EU ändert das Aufnahmeverfahren für die Neuen: Die Besten sollen die Ersten sein

■ Wer die Kriterien erfüllt, rückt der EU-Mitgliedschaft näher Zum Beispiel Ungarn. Rumänien ist von der Aufnahme weit entfernt.

Die EU will Ungarns Bauern nicht so unterstützen wie die der jetzigen Mitglieder

Fast zehn Jahre haben die osteuropäischen Länder auf die Entscheidung gedrängt. Nun ist sie offiziell: Die Europäische Union (EU) wird die Aufnahmekandidaten aus dem Osten in Zukunft nicht mehr als Gruppen der „Fortgeschrittenen“ und der „Nachzügler“ behandeln. Verhandelt wird mit allen. Dabei gilt in Zukunft das Wettbewerbsprinzip: Wer als Erstes die Kriterien erfüllt, hat die besten Chancen, in die EU aufgenommen zu werden.

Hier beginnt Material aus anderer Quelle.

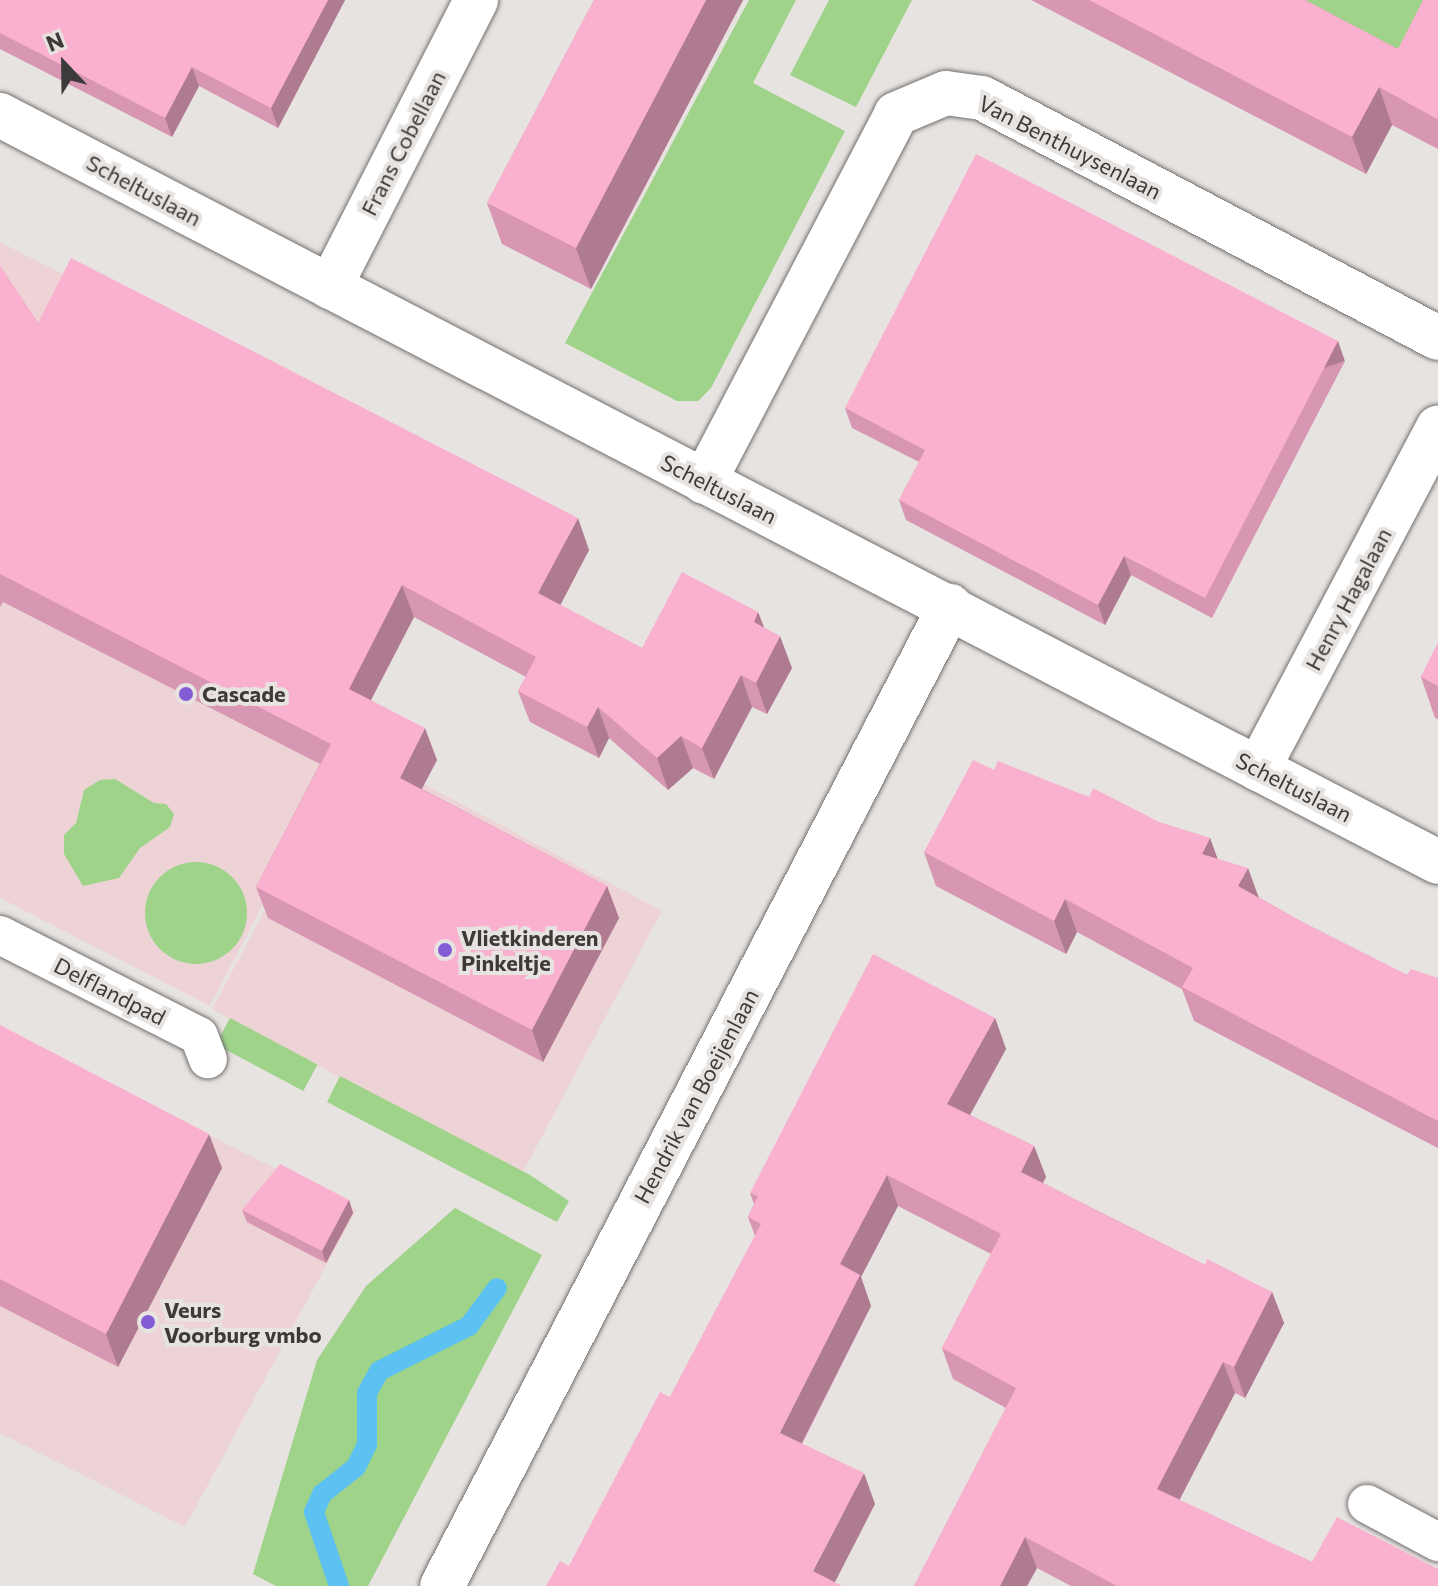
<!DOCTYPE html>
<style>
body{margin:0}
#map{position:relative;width:1438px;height:1586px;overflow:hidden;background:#e7e3e1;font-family:Commissioner,sans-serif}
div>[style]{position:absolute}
.education>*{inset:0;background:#edd3d6;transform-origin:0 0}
.green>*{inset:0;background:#9ed389;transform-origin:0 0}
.round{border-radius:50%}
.stream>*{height:20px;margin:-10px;padding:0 10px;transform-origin:10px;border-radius:10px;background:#5dc1f2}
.roads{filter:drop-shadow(0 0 2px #73706d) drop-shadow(0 0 2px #73706d)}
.lane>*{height:38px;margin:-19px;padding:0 19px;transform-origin:19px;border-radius:19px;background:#fff}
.street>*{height:44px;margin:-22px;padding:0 22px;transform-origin:22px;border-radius:22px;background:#fff}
.wall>*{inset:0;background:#d797b2}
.shaded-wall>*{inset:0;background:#af7b91;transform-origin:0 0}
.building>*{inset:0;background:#fab0cf}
.dots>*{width:22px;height:22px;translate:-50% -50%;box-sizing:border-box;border:4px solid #e7e3e1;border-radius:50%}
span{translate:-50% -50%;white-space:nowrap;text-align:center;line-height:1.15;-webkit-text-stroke:8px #e7e3e1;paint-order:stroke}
.street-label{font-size:22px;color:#3d3b3a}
.poi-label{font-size:22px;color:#3d3b3a;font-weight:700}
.left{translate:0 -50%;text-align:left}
.north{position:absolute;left:24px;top:24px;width:80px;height:80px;-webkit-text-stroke:6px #e7e3e1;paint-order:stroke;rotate:338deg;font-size:22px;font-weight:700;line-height:32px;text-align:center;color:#3d3b3a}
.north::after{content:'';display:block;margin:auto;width:28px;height:36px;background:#3d3b3a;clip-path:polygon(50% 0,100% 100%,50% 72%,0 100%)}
</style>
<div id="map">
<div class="education">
<div style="clip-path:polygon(0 242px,479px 487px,210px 1006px,0 898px)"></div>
<div style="left:352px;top:746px;width:351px;height:298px;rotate:28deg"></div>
<div style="clip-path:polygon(0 1028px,356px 1210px,185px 1527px,0 1433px)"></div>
</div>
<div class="green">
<div style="clip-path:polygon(749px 0,796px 0,753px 83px,845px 131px,711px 388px,698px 401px,677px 401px,565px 343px)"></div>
<div style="clip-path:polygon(829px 0,912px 0,856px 107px,790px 75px)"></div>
<div style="clip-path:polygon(1263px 0,1438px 0,1411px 76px)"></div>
<div style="clip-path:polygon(115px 779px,154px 803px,166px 804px,174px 814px,170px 827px,140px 848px,119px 878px,83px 886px,64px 854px,64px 835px,76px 823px,84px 790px,100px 780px)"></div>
<div class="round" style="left:145px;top:862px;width:102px;height:102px"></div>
<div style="left:230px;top:1018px;width:99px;height:30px;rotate:28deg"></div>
<div style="clip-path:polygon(340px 1076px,530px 1175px,569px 1201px,557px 1222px,327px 1102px)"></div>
<div style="clip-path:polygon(455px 1208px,542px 1255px,368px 1586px,276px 1586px,253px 1574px,317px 1360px,366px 1286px)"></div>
</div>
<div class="stream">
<div style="left:339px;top:1586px;width:78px;rotate:-108.7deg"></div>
<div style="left:314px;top:1512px;width:20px;rotate:-66deg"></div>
<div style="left:322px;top:1494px;width:43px;rotate:-38.5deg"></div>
<div style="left:356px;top:1467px;width:25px;rotate:-64deg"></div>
<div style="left:367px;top:1444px;width:51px;rotate:-90deg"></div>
<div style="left:367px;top:1393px;width:25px;rotate:-61deg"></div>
<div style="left:379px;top:1371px;width:101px;rotate:-26.6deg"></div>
<div style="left:469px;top:1326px;width:47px;rotate:-53.6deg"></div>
</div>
<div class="roads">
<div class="lane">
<div style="left:0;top:935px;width:223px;rotate:26.9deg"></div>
<div style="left:199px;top:1036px;width:25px;rotate:69deg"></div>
<div style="left:1367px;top:1504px;width:81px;rotate:28.2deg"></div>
</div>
<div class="street">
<div style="left:0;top:115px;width:1620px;rotate:27.45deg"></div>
<div style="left:330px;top:287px;width:322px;rotate:-63deg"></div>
<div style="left:704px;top:482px;width:415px;rotate:-62.4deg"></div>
<div style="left:896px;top:114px;width:54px;rotate:-22.8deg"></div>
<div style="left:946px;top:93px;width:36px;rotate:8deg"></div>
<div style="left:982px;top:98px;width:515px;rotate:27.76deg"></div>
<div style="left:1258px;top:769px;width:386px;rotate:-62.2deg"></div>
<div style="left:442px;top:1586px;width:1104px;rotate:-62.6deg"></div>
</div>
</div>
<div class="wall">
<div style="clip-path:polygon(0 0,345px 0,278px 128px,199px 86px,172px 137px,0 49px)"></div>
<div style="clip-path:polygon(594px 0,743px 0,591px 289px,502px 244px,487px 203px)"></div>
<div style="clip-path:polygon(1031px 0,1305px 0,1398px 49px,1438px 0,1438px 149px,1392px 125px,1366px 174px)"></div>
<div style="clip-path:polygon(0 266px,38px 323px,589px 550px,560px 605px,642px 648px,758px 612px,764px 627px,792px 668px,767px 714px,752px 707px,714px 779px,693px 768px,668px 790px,609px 738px,599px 758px,530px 722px,518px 691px,526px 677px,414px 617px,371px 700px,437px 760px,422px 789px,607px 886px,619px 918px,543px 1062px,268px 918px,256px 887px,320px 764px,3px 602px,0 607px)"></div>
<div style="clip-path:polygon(1345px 361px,1212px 618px,1131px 575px,1105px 625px,906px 520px,899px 500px,919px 462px,852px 428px,845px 408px)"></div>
<div style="clip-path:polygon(1438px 643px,1438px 719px,1435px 718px,1421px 677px)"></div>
<div style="clip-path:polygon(994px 770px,1089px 797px,1161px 823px,1210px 838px,1217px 858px,1258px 897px,1304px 923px,1407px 975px,1438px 978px,1438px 1148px,1194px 1021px,1182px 989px,1077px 932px,1066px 954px,936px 886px,924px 852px)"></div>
<div style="clip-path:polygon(995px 1018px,1006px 1049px,970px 1115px,1034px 1146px,1046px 1177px,1043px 1183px,1205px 1265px,1272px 1292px,1284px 1323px,1245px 1398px,1235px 1393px,1179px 1500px,1312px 1562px,1438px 1586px,1071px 1586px,1037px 1568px,1027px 1586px,914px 1586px,1006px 1408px,953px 1379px,942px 1348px,991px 1254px,898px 1206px,861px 1277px,871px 1306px,802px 1444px,875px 1504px,569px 1566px,670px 1397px,755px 1236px,748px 1217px,754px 1204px,750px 1193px)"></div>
<div style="clip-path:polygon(0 1025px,222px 1168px,118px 1367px,0 1306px)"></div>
<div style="clip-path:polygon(349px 1200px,353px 1213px,326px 1263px,247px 1222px,242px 1210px)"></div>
</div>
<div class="shaded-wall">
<div style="clip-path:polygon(328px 0,345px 0,278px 128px,271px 108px)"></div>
<div style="clip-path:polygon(706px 0,743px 0,591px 289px,576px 248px)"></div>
<div style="clip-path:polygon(192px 67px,199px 86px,172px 137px,165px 118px)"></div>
<div style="clip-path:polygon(1379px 87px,1392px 125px,1366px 174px,1352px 137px)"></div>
<div style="left:1338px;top:341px;width:21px;height:289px;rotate:71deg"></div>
<div style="clip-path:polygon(578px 518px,589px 550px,550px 625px,538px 593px)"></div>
<div style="clip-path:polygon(1124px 556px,1131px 575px,1105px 625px,1098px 605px)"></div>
<div style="clip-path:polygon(402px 585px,414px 617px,360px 721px,349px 689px)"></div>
<div style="clip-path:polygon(758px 612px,770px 644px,754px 622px)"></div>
<div style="clip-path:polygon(780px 636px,792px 668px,767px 714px,756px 683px)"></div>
<div style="clip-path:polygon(741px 675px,752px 707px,714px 779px,702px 748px)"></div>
<div style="clip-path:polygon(598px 707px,609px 738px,599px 758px,587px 727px)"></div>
<div style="clip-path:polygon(425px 728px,437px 760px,411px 809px,400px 778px)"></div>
<div style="clip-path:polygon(681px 736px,693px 768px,668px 790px,657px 758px)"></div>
<div style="clip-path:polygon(1210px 838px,1222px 871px,1202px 854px)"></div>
<div style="clip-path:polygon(1248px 868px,1260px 901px,1238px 886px)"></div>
<div style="clip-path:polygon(607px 886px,619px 918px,543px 1062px,532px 1030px)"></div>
<div style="clip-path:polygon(1065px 899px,1077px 932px,1066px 954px,1054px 921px)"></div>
<div style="clip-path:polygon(995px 1018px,1006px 1049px,959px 1135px,947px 1104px)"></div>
<div style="clip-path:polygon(209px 1134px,222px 1168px,118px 1367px,106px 1334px)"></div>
<div style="clip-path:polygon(1034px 1146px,1046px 1177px,1032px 1203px,1021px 1172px)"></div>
<div style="clip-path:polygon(887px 1175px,898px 1206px,861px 1277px,871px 1306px,791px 1464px,780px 1433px,840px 1264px)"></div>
<div style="clip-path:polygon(349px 1200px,353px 1213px,326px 1263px,322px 1251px)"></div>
<div style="clip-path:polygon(1272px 1292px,1284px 1323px,1245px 1398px,1234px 1367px)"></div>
<div style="clip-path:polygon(1223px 1362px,1235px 1393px,1169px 1520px,1157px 1489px)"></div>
<div style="clip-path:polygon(864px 1473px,875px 1504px,833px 1586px,813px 1571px)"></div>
<div style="clip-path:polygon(1025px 1537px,1037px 1568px,1027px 1586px,1000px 1586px)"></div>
</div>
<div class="building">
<div style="clip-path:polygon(0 0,328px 0,271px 108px,192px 67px,165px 118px,0 33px)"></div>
<div style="clip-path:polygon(594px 0,706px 0,576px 248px,487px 203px)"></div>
<div style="clip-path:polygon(1089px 0,1305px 0,1398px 49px,1423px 0,1438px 0,1438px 117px,1437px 119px,1379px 87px,1352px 137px)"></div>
<div style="clip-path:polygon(976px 154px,1338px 341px,1205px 598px,1124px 556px,1098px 605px,899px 500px,925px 450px,845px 408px)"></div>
<div style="clip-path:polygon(71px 258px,578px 518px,538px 593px,642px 648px,682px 572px,758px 612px,754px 622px,780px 636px,756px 683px,741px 675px,702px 748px,681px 736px,657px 758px,598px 707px,587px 727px,518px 691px,536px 657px,402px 585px,349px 689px,425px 728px,400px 778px,607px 886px,532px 1030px,256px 887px,331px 744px,0 574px,0 266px,38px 323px)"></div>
<div style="clip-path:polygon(1438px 643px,1438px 686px,1421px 677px)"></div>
<div style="clip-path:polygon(973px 760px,994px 770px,998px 761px,1089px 797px,1093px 788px,1161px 823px,1210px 838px,1202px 854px,1248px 868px,1238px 886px,1304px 923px,1407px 975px,1411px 969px,1438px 978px,1438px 1121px,1182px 987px,1193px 968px,1065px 899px,1054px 921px,924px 852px)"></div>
<div style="clip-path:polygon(873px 954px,995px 1018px,947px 1104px,1034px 1146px,1021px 1172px,1205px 1265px,1207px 1259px,1272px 1292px,1234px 1367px,1223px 1362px,1157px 1489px,1312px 1562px,1337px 1517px,1438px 1569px,1438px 1586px,1117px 1586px,1025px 1537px,1000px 1586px,914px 1586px,1016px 1388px,942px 1348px,1001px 1234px,887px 1175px,840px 1264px,860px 1275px,780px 1433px,864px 1473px,813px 1571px,842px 1586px,546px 1586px,560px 1561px,569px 1566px,660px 1392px,670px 1397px,761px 1224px,748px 1217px,758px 1196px,750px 1193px)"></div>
<div style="clip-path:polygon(0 1025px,209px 1134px,106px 1334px,0 1279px)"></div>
<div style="clip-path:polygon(280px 1164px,349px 1200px,322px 1251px,242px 1210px)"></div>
</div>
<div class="dots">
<div style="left:186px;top:694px;background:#835cd6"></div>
<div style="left:445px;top:950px;background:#835cd6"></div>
<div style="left:148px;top:1322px;background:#835cd6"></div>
</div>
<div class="street-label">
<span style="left:403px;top:143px;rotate:-63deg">Frans Cobellaan</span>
<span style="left:1070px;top:147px;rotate:27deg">Van Benthuysenlaan</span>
<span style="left:144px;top:190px;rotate:28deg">Scheltuslaan</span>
<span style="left:719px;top:489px;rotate:27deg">Scheltuslaan</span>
<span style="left:1348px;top:599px;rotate:-62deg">Henry Hagalaan</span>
<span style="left:1294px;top:787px;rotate:27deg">Scheltuslaan</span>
<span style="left:110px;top:991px;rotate:27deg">Delflandpad</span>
<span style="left:696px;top:1096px;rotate:-62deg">Hendrik van Boeijenlaan</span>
</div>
<div class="poi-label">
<span class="left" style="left:202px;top:694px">Cascade</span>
<span class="left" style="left:461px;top:950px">Vlietkinderen<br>Pinkeltje</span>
<span class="left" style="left:164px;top:1322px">Veurs<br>Voorburg vmbo</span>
</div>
<div class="north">N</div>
</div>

Diese Entscheidung ist vor allem für die osteuropäischen Krisenländer ein Hoffnungszeichen: Nachdem Aufnahmeverhandlungen mit Estland, Polen, Tschechien, Ungarn und Slowenien in diesem Jahr begonnen haben, wird die EU nun auf ihrem Gipfeltreffen in Helsinki höchstwahrscheinlich auch Lettland, Litauen, die Slowakei, Rumänien und Bulgarien für einen Beginn der Verhandlungen ab nächstes Jahr nominieren. An die letzteren Länder setzt die EU damit zum einen ein politisches Signal: Sie sind nicht ausgeschlossen. Anderseits geht es bei der „Differenzierung“, so der Name der neuen Politik, auch um harte Realität: Zwischen den Aufnahmekandidaten bestehen mittlerweile riesige Unterschiede. Unter den Ländern, mit denen Aufnahmeverhandlungen bereits begonnen haben, führt Ungarn die Rangliste an. Den Wandel zur Marktwirtschaft hat das Land erfolgreich durchgemacht. Ungarns Wirtschaft verzeichnet seit zwei Jahren leichte Wachstumsraten. Schon jetzt werden etwa drei Viertel seines Außenhandels mit der EU abgewickelt, die Auslandsinvestitionen sind mit Abstand die höchsten in ganz Osteuropa. Die Ungarn sehen ihr Land bereits jetzt in dem Zustand, in dem Griechenland oder Spanien waren, als sie der EU beitraten, wie Wirtschaftsexperten und Politiker immer wieder betonen. Sie hoffen auf einen EU-Beitritt im Jahre 2002 oder 2003.

Die größten Schwierigkeiten bei den Verhandlungen kommen auf Ungarn aber erst noch zu: Die EU will Ungarn nach der Aufnahme nicht die gleiche finanzielle Unterstützung für die Landwirtschaft gewähren wie den jetzigen Mitgliedern. Ungarn beharrt jedoch auf eine Mitgliedschaft mit allen Rechten. Bezüglich des Schengen-Abkommens verlangt Ungarn allerdings einen Sonderstatus: Es hat angekündigt, dass es als EU-Mitglied für sein Nachbarland Rumänien mit Rücksicht auf die dort lebenden 1,6 Millionen Ungarn keinen Visumzwang einführen will.

Ungarns Nachbar Rumänien ist nicht nur Herkunfts- und Transitland für EU-Immigranten, sondern steht unter den EU-Aufnahmekandidaten auch am Ende der Liste. Seit zehn Jahren schrumpft Rumäniens noch zum größten Teil staatliche Wirtschaft unaufhaltsam; ein Ende der Krise ist nicht in Sicht. Zudem trifft der durch das EU-Assozierungsabkommen teilweise liberalisierte Handel die kaum konkurrenzfähige Wirtschaft schon jetzt hart. Auch bei der Schaffung eines Rechtsstaates und der institutionellen Angleichung an die EU steht Rumänien noch am Anfang.

Die EU will dennoch voraussichtlich ab nächstes Jahr Aufnahmeverhandlungen mit Rumänien führen und das Land in Zukunft finanziell weitaus stärker unterstützen als bisher. Bedingung: Rumänien muss eine Mitbestimmung seiner Wirtschafts- und Finanzpolitik durch die EU und internationale Finanzinstitutionen akzeptieren. So soll verhindert werden, dass Reformen wie bisher an der politischen Instabilität scheitern.

Ob Rumänien den Vorschlag der EU von Anfang November annimmt, ist noch unklar. Viele rumänische Politiker sehen ihn als Verletzung der nationalen Souveränität. In einem sind sich jedoch fast alle Politiker des Landes einig: Eine baldige Aufnahme Rumäniens in die EU ist nicht nur unmöglich, sondern hätte auch katastrophale Folgen für die Wirtschaft.